鹿児島県出水市の鶴の越冬地で、弱っていた一羽の真鶴を調査したところ、高病原性鳥インフルエンザウイルスH5N8型が見つかった。
1万4千羽も飛来して集団でいる鶴の間でこれが広まれば、周辺の養鶏地帯へ感染が広がる可能性が高まるのでは。そういう懸念が広がっている。
鳥インフルエンザ自体はそれほど珍しい病気でもなく、よく感染例が見つかるが、2つの点で恐れられている。
ひとつは、養鶏業への影響が甚大なこと。特に日本では防疫の観点から、早いうちに殺処分するため、養鶏業者へのダメージが大きい。鶏肉市場への影響もある。
もうひとつは、人間の間で感染発症するインフルエンザウイルスも、元は鳥インフルエンザの変異から来ていると考えられること。
とは言っても、感染した鳥に触ったり食べたからといって、簡単に感染するわけではない。鳥インフルエンザは基本、鳥の病気であって、宿主は人間ではないからだ。熱を通せばほぼウイルスは死滅するので卵以外の生食が殆ど無い鶏肉は、食べるだけでは問題はない。
ただ、極稀に、人に感染する場合がある。多くは感染した鳥に接触する機会の多い人で、大量のウイルスを吸い込むような場合と考えられる。鳥インフルエンザウイルスが独自に変異して人の細胞に感染するようになるか、人インフルエンザウイルスと遺伝子が混ざり合って変化するような場合、人に感染するタイプになると思われる。それでも、ヒトヒト感染はめったにない。
しかし、過去に猛威を振るったスペイン風邪なども、元は鳥インフルエンザウイルスと見られる。
ワクチンは、その都度、対応するものを開発しなければならないので、すぐには普及しない上に、ワクチンを開発しても、完全にウイルスを無効化できるものはない。副作用の問題も完全にはわかっていない。

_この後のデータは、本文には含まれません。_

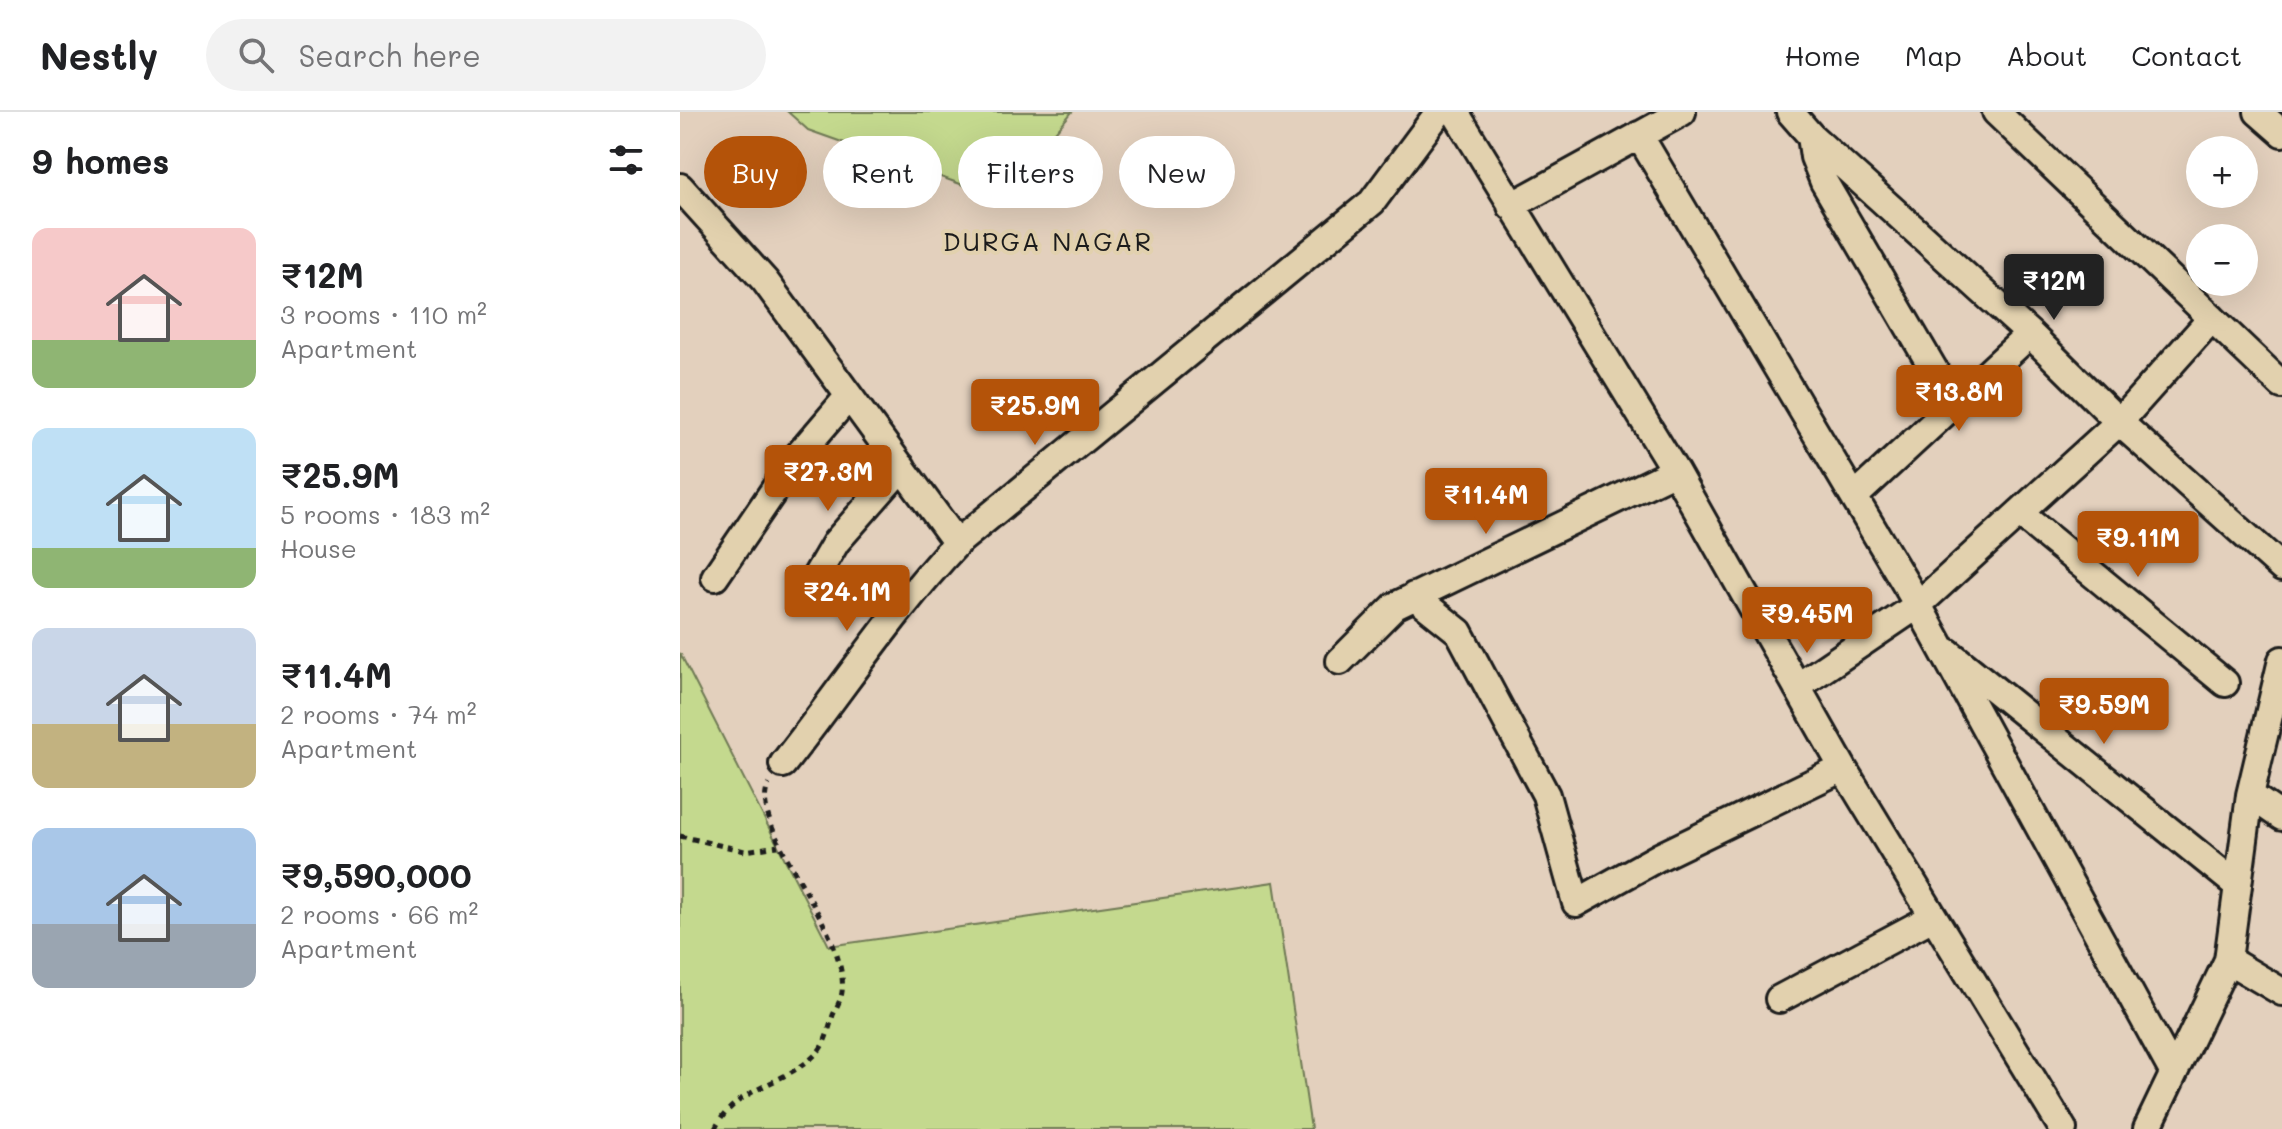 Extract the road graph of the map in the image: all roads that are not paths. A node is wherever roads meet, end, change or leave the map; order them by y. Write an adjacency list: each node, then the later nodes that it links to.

エボラウイルスにも効果があるとみられる、富山化学工業のファビピラビルは、もともとインフルエンザウイルスが細胞内で増殖するのを阻止する他にないタイプの薬なので期待されている(それ故、構造が似ているエボラやノロ、西ナイル熱にも効くと考えられている)が、催奇性があるため、流行しても即使用が認められるわけではない。
多くの場合、その対策は、うがいと手洗いが基本となる。ウイルスそのものは、その外殻部分であるエンベロープを破壊する石鹸やアルコールで消毒するのが有効なので、地道に防御していくしかない。